It’s the most wonderful #glycotime of the year!!
Let us introduce you to #GlycoShape (https://glycoshape.org and #bioRxiv link below), a web platform that allows users to restore glycoproteins 3D structures (PDB, AF/RoseTTAFold or own) to their natural, functional state by adding the missing glycan structures. #bioRxiv tootorial
1/8
https://doi.org/10.1101/2023.12.11.571101
Part 2/8. The #GlycoShape glycan database (#GDB) currently counts 435 distinct glycan structures derived from 1 ms of cumulative sampling by molecular dynamics. The focus of the GDB is now on mammalian structures, yet we have examples from all species. MD trajectories are passed through the Glycan Analysis Pipeline (GAP) which outputs an ensemble of 3D structure representing the accessible conformational space.

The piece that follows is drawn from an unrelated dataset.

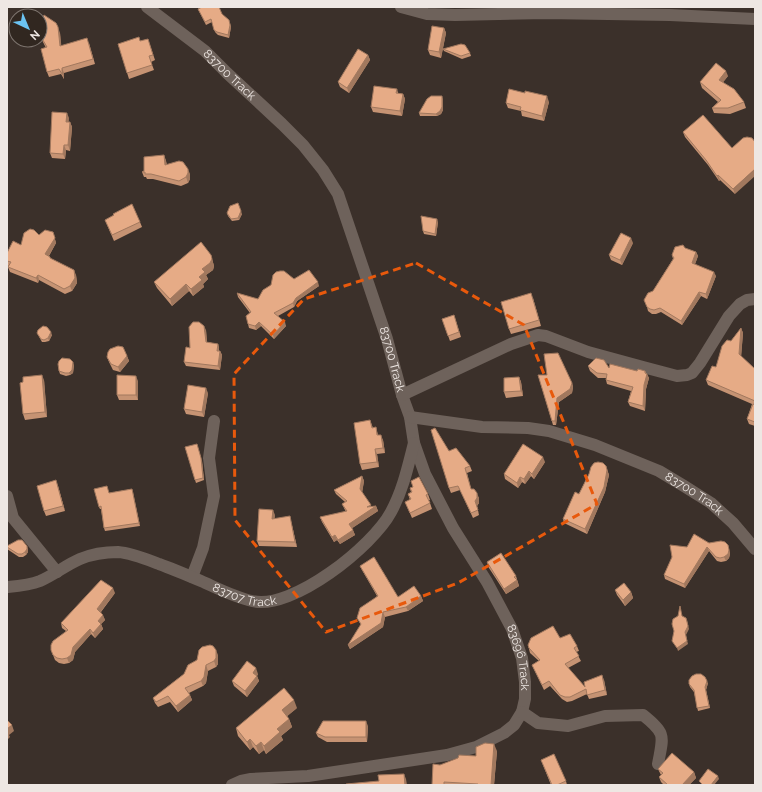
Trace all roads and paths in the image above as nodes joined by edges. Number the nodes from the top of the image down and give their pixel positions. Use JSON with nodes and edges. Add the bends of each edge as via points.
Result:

Part 3/8. The #Re-Glyco tool in GlycoShape sources structures directly from the GDB and links them to the uploaded protein structures through a genetic algorithm. Users can upload their own PDB structures, or fetch it directly from the RCSB PDB with a PDB id, or from the AlphaFold Protein Structure Database with a UniProt id. Re-Glyco can perform all types of N- and O-glycosylation and C-mannosylation common is eukaryotes and prokaryotes.
Part 4/8. Where protein N-glycosylation is not known, #Re-Glyco can perform a GlcNAc Scanning test which reports all the potentially occupied sequons. This tool scores a 92% success rate against experimentally confirmed sites annotated in #UniProt. Moreover, the results of GlcNAc Scanning can flag flaws in the protein structure that would otherwise be impossible to discern and correct.
Part 5/8. Extensive testing with #AlphaFold structures from the EBI-EMBL database confirms earlier work indicating that predicted structures are suitable for reintroducing native glycosylation,. Here we also propose strategies to introduce modifications to the underlying proteins, where required to allow glycosylation.
Part 6/8. Ultimately, we hope that #GlycoShape through its user-friendly and intuitive interface will allow glycobiology to finally enter all aspects of scientific discovery through structure, by restoring glycoproteins to their functional state, and explicitly highlight the presence of glycans and their functions in the biology of health and disease.
Any feedback, please do not hesitate to contact us.
Part 7/8. We would like to thank first and foremost Rich Pitts and Mike Riley at ORACLE for Research for their feedback, encouragement and support,
and ORACLE for Research for generous allocation of computational resources.
GlycoShape is currently hosted by ORACLE for Research. It has been a long time coming! Thank youuuuu!
Part 8/8. We are hugely grateful to all the colleagues and friends in the FAB beta testing team
that spent some quality time on GlycoShape and gave us key feedback and encouragement, highlighted nasty bugs, and gave us great new ideas and projects for the next release.
We owe you all big style! Thank youuuuu!
@Elisa what a fabulous opening line! Great thread and piece of work too!
@gpollara thank you do much Gabriele!